For a long time, my inner etymologist was intrigued by some names in the Alberta Table of Formations. A case in point is the Grosmont formation. The Grosmont is named after the nearby town of Grosmont. But what is Grosmont named after? Does the northeastern Alberta town have a namesake in Yorkshire? Or is it a reference in French to a Big Mountain? I’m pretty sure no one had the foresight to realize it could refer to a huge mound of oil in the Grosmont carbonates.
This chapter in the Petro Ninja – Enlighten Geoscience Well of the Week series on the New Golden Age of Carbonates features a play that might not quite be ready for prime time but is worthy of inclusion all the same. And with wells as promising as 108/10-26-085-19W4/00, drilled as part of a SAGD pilot, this reservoir is deserving of more attention.
The Grosmont is distinct from the equivalent Leduc reefs in that the distribution of Grosmont platform carbonates was controlled by the extent of basin-filling shales as opposed to subtle topographic changes on the Cooking Lake platform as was the case with the Leduc (Switzer et al., 1994).
Figure 1. Paleogeography of the Frasnian Woodbend Group (from Russel – Houston and Gray, 2014)
Figure 2. Regional structural cross section of the Woodbend Group (from Russel – Houston and Gray, 2014)
As is always the case, the foregoing simplified images do not even begin to tell the story. The Grosmont provides an excellent example of the significant impact diagenetic processes can have on carbonates. The Grosmont features not just a regional paleo-karst feature but localized events that caused paleo-caves (The source material by Russel – Houston and Gray is well-worth a read for a fulsome example of how well, core and seismic data can be interpreted). As we return to these beautiful lithologies for CCUS, lithium and hydrocarbon exploration purposes, it is important to recognize that the fairly simple images on a log suite can actually be representative of a very complex setting.

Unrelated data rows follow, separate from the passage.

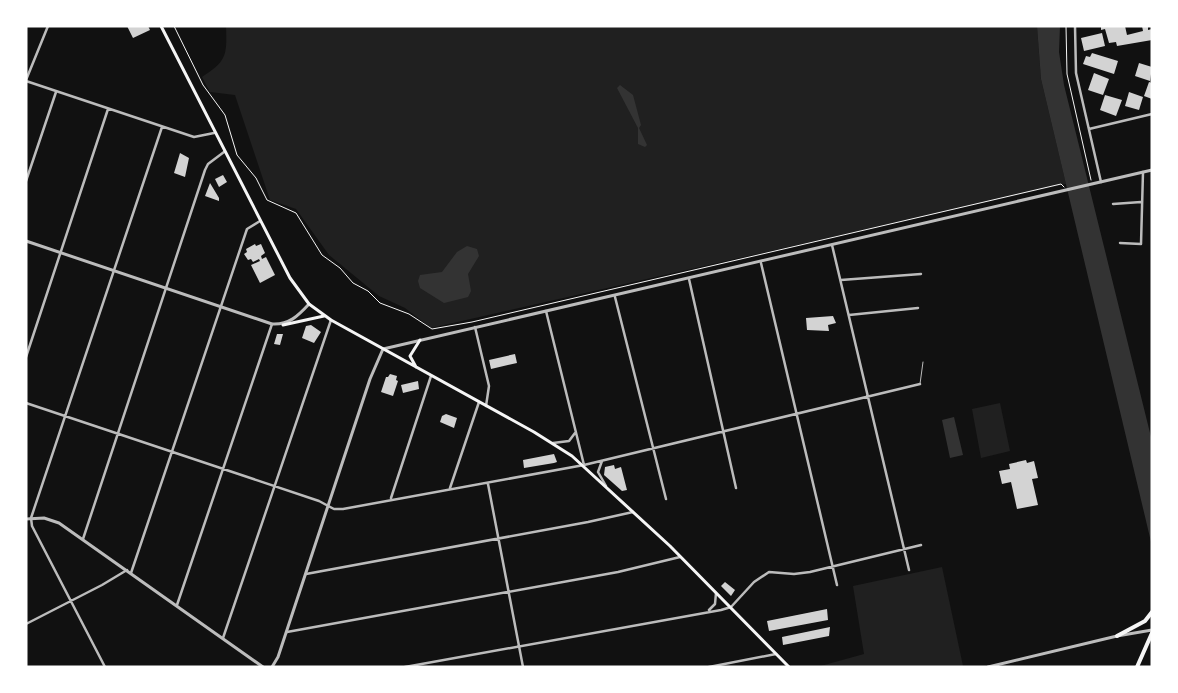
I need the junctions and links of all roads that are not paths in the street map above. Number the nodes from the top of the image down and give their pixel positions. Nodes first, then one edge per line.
1 (48, 26) edge
2 (161, 26) edge
3 (1075, 26) edge
4 (26, 80) edge
5 (56, 92) junction
6 (108, 110) junction
7 (1152, 114) edge
8 (162, 127) junction
9 (1089, 129) junction
10 (214, 133) junction
11 (224, 152) junction
12 (1152, 170) edge
13 (1143, 172) junction
14 (26, 181) edge
15 (1101, 182) junction
16 (1141, 202) junction
17 (1113, 204) dead end
18 (260, 221) junction
19 (26, 241) edge
20 (1120, 243) dead end
21 (832, 245) junction
22 (60, 253) junction
23 (761, 263) junction
24 (114, 270) junction
25 (920, 274) dead end
26 (689, 279) junction
27 (841, 280) junction
28 (168, 288) junction
29 (615, 297) junction
30 (309, 304) junction
31 (220, 306) junction
32 (918, 308) dead end
33 (546, 312) junction
34 (849, 314) junction
35 (324, 316) junction
36 (331, 320) junction
37 (272, 324) junction
38 (283, 325) junction
39 (475, 327) junction
40 (420, 340) junction
41 (383, 349) junction
42 (26, 357) edge
43 (923, 362) dead end
44 (416, 368) junction
45 (431, 376) junction
46 (920, 384) joint
47 (869, 397) junction
48 (479, 402) junction
49 (26, 403) edge
50 (486, 406) junction
51 (797, 415) junction
52 (64, 416) junction
53 (725, 431) junction
54 (118, 433) junction
55 (575, 433) junction
56 (553, 443) junction
57 (653, 449) junction
58 (172, 451) junction
59 (602, 461) junction
60 (584, 465) junction
61 (223, 468) junction
62 (488, 484) junction
63 (275, 486) junction
64 (607, 487) junction
65 (736, 488) dead end
66 (450, 489) junction
67 (391, 499) junction
68 (666, 499) dead end
69 (328, 506) junction
70 (633, 512) junction
71 (28, 519) edge
72 (498, 538) junction
73 (82, 539) junction
74 (921, 545) dead end
75 (905, 549) junction
76 (680, 557) junction
77 (832, 566) junction
78 (127, 570) junction
79 (909, 570) dead end
80 (131, 573) junction
81 (306, 574) junction
82 (837, 585) dead end
83 (508, 591) junction
84 (716, 592) junction
85 (70, 601) junction
86 (177, 605) junction
87 (731, 607) junction
88 (708, 612) junction
89 (1152, 612) edge
90 (26, 624) edge
91 (286, 632) junction
92 (1152, 632) edge
93 (1117, 636) junction
94 (223, 638) junction
95 (519, 644) junction
96 (776, 654) junction
97 (105, 667) edge
98 (264, 667) edge
99 (272, 667) edge
100 (405, 667) edge
101 (523, 667) edge
102 (709, 667) edge
103 (789, 667) edge
104 (988, 667) edge
105 (1137, 667) edge

1 - 4 street
2 - 10 main road
3 - 9 street
4 - 5 street
5 - 6 street
5 - 14 street
6 - 8 street
6 - 22 street
7 - 9 street
8 - 10 street
8 - 24 street
9 - 15 street
10 - 11 main road
11 - 18 main road
11 - 28 street
12 - 13 street
13 - 15 street
13 - 16 street
15 - 21 street
16 - 17 street
16 - 20 street
18 - 30 main road
18 - 31 street
19 - 22 street
21 - 23 street
21 - 27 street
22 - 24 street
22 - 42 street
23 - 26 street
23 - 51 street
24 - 28 street
24 - 52 street
25 - 27 street
26 - 29 street
26 - 53 street
27 - 34 street
28 - 31 street
28 - 54 street
29 - 33 street
29 - 57 street
30 - 35 main road
30 - 38 street
31 - 37 street
31 - 58 street
32 - 34 street
33 - 39 street
33 - 55 street
34 - 47 street
35 - 36 main road
35 - 38 main road
36 - 41 main road
36 - 63 street
37 - 38 street
37 - 61 street
39 - 40 street
39 - 50 street
40 - 41 street
40 - 44 main road
41 - 44 main road
41 - 69 street
43 - 46 lane
44 - 45 main road
45 - 48 main road
45 - 67 street
46 - 47 street
47 - 51 street
47 - 75 street
48 - 50 main road
48 - 66 street
49 - 52 street
50 - 56 main road
51 - 53 street
51 - 77 street
52 - 54 street
52 - 71 street
53 - 57 street
53 - 65 street
54 - 58 street
54 - 73 street
55 - 56 street
55 - 60 street
56 - 60 main road
57 - 59 street
57 - 68 street
58 - 61 street
58 - 80 street
59 - 60 street
59 - 64 street
60 - 62 street
60 - 64 main road
61 - 63 street
61 - 86 street
62 - 66 street
62 - 72 street
63 - 69 street
63 - 94 street
64 - 70 main road
66 - 67 street
67 - 69 street
69 - 81 street
70 - 72 street
70 - 76 main road
71 - 73 street
71 - 85 street
72 - 81 street
72 - 83 street
73 - 78 street
74 - 75 street
75 - 77 street
75 - 79 street
76 - 83 street
76 - 84 main road
77 - 82 street
77 - 87 street
78 - 80 street
78 - 85 street
80 - 86 street
81 - 91 street
83 - 91 street
83 - 95 street
84 - 87 main road
84 - 88 street
85 - 90 street
85 - 97 street
86 - 94 street
87 - 88 street
87 - 96 main road
88 - 95 street
89 - 93 main road
91 - 99 street
92 - 93 street
92 - 105 main road
93 - 104 street
94 - 98 street
95 - 100 street
95 - 101 street
96 - 102 street
96 - 103 main road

Figure 3 Grosmont type log. (from Russel – Houston and Gray, 2014)
Figure 4. Photos displaying paleo-cave karst texture. (from Russel – Houston and Gray, 2014)
Success depends on cutting and interpreting lots and lots of core.
Regardless of the current lack of activity in the Grosmont itself, it is important to keep in mind that the current oil sands developments had a false start or two. With an estimated resource of over 406 billion barrels of bitumen in place, the Grosmont formation might very well act as the coda to the symphony of modern carbonates.
I would like to thank Jen Russel – Houston for lending her expertise on the Saleski project. Any errors or omissions are my sole responsibility.
Russel-Houston, J. & Gray, K. (2014). Paleokarst in the Grosmont Formation and reservoir implications, Saleski, Alberta, Canada. Interpretation. 2. SF29-SF50. 10.1190/INT-2013-0187.1.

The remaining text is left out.